▼

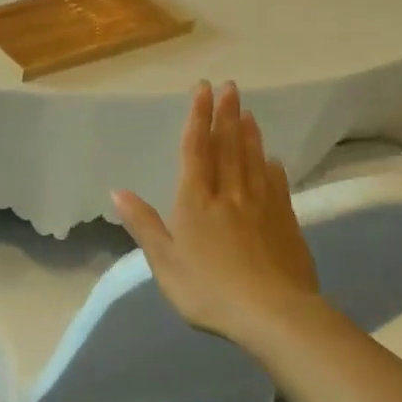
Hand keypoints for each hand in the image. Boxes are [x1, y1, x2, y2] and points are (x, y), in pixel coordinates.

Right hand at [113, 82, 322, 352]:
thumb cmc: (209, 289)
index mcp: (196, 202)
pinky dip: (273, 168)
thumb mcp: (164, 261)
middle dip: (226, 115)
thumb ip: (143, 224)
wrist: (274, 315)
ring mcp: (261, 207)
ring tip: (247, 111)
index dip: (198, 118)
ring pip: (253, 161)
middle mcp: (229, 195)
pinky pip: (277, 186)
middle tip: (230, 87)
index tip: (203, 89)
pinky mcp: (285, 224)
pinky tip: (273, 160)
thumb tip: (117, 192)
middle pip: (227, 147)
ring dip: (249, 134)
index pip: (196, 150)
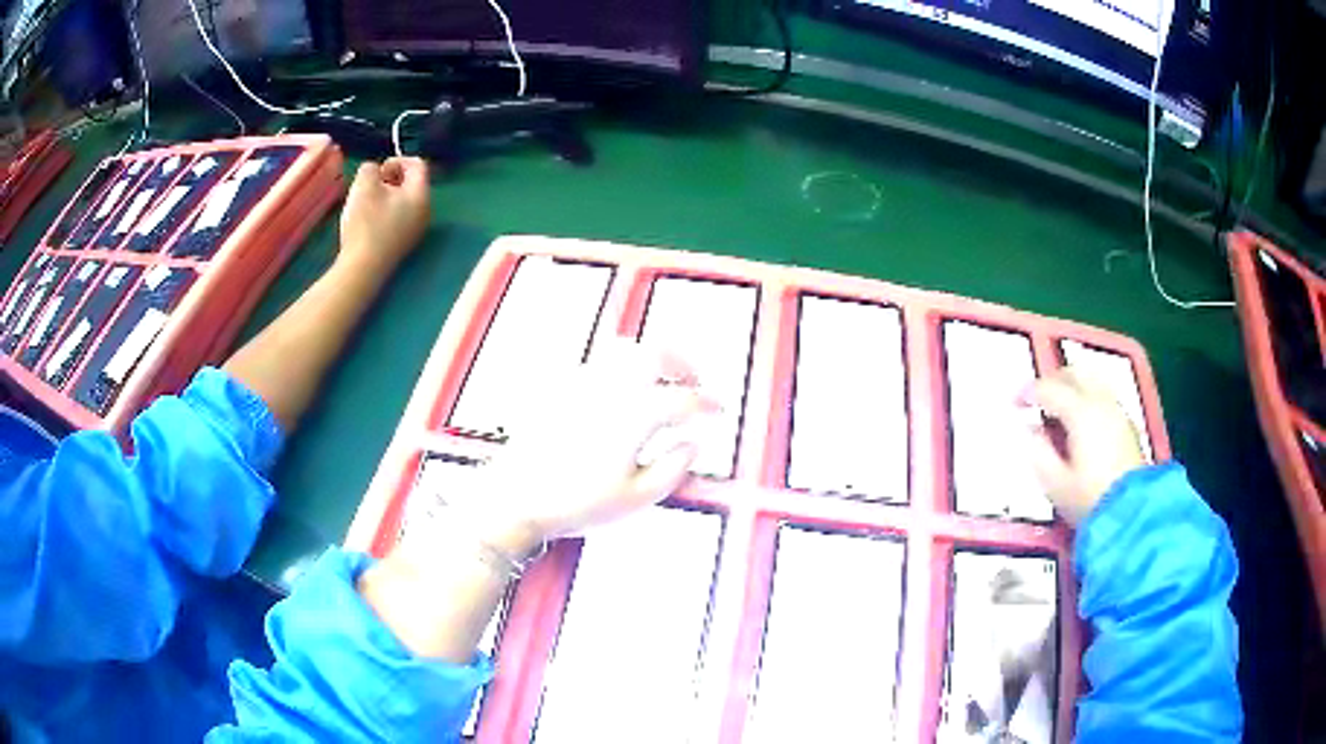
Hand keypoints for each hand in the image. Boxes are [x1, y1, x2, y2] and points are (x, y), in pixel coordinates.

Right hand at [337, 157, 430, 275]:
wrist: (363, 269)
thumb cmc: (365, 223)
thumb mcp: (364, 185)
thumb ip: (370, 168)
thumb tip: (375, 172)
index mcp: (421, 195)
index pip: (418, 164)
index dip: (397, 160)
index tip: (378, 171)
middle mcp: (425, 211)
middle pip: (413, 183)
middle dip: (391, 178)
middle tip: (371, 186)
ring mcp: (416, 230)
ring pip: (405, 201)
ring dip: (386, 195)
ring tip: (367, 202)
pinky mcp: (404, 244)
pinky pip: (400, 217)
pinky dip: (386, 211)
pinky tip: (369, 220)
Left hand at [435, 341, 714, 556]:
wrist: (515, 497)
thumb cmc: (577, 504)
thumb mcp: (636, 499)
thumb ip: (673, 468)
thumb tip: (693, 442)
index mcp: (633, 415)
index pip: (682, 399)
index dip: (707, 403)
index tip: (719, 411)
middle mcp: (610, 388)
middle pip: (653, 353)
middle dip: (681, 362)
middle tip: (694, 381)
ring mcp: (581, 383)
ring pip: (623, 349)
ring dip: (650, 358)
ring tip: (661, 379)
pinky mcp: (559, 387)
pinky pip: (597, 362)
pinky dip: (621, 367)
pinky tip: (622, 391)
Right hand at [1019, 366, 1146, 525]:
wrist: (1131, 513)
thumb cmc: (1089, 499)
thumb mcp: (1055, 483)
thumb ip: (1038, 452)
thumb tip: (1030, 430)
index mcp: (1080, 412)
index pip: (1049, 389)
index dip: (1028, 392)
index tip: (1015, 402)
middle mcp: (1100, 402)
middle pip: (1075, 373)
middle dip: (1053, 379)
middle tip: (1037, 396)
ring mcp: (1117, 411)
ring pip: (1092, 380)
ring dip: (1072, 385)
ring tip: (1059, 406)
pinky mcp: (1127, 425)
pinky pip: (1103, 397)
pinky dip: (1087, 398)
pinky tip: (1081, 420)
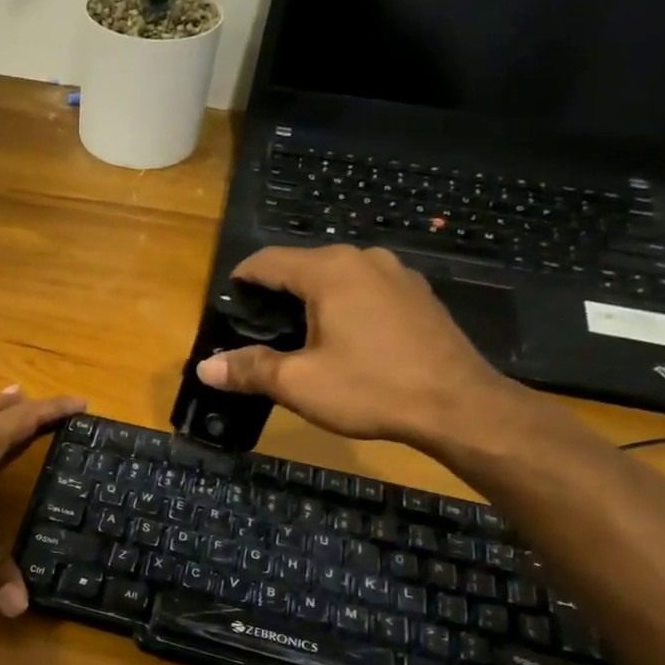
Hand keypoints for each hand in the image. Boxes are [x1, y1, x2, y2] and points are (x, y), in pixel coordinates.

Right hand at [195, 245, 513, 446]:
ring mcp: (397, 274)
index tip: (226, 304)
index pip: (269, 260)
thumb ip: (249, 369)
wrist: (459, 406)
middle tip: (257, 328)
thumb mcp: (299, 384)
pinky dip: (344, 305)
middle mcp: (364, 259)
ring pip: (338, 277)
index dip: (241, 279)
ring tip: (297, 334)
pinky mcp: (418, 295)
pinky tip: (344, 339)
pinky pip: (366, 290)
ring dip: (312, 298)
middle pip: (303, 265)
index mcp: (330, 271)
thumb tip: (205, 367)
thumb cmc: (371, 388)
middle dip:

▲

Print again, exactly, the lines of the records above from the first line through the line with "thumb tip: (693, 442)". No pictures.

* **Result of this exercise**
Hand keypoints for each hand in the image. Boxes are [x1, y1, x2, y2] and points are (x, y), in pixel coordinates.

Right hand at [113, 82, 322, 352]:
thumb cmc: (209, 289)
index mcp: (196, 202)
pinky dip: (273, 168)
thumb mcp: (164, 261)
middle dip: (226, 115)
thumb ip: (143, 224)
wrist: (274, 315)
ring mcp: (261, 207)
ring tip: (247, 111)
index dip: (198, 118)
ring pip: (253, 161)
middle mcp: (229, 195)
pinky pip: (277, 186)
middle tip: (230, 87)
index tip: (203, 89)
pinky mcp: (285, 224)
pinky tip: (273, 160)
thumb tip: (117, 192)
middle pip: (227, 147)
ring dip: (249, 134)
index pip: (196, 150)
Hand keypoints for each hand in the image. Boxes are [x1, y1, x2, y2] and points are (x, y), in pixel coordinates.

Right hand at [337, 157, 430, 275]:
wrist: (363, 269)
thumb cmc: (365, 223)
thumb mcp: (364, 185)
thumb ip: (370, 168)
thumb tip: (375, 172)
index mcp: (421, 195)
index pip: (418, 164)
index dip: (397, 160)
index tip: (378, 171)
middle mcp: (425, 211)
middle pip: (413, 183)
middle dip: (391, 178)
middle tip: (371, 186)
ring mcp: (416, 230)
ring pip: (405, 201)
ring dip: (386, 195)
ring tip: (367, 202)
pinky mcp: (404, 244)
pinky pip: (400, 217)
pinky dip: (386, 211)
pinky tip: (369, 220)
Left hand at [435, 341, 714, 556]:
wrist: (515, 497)
thumb cmc: (577, 504)
thumb mcp: (636, 499)
thumb ip: (673, 468)
thumb tip: (693, 442)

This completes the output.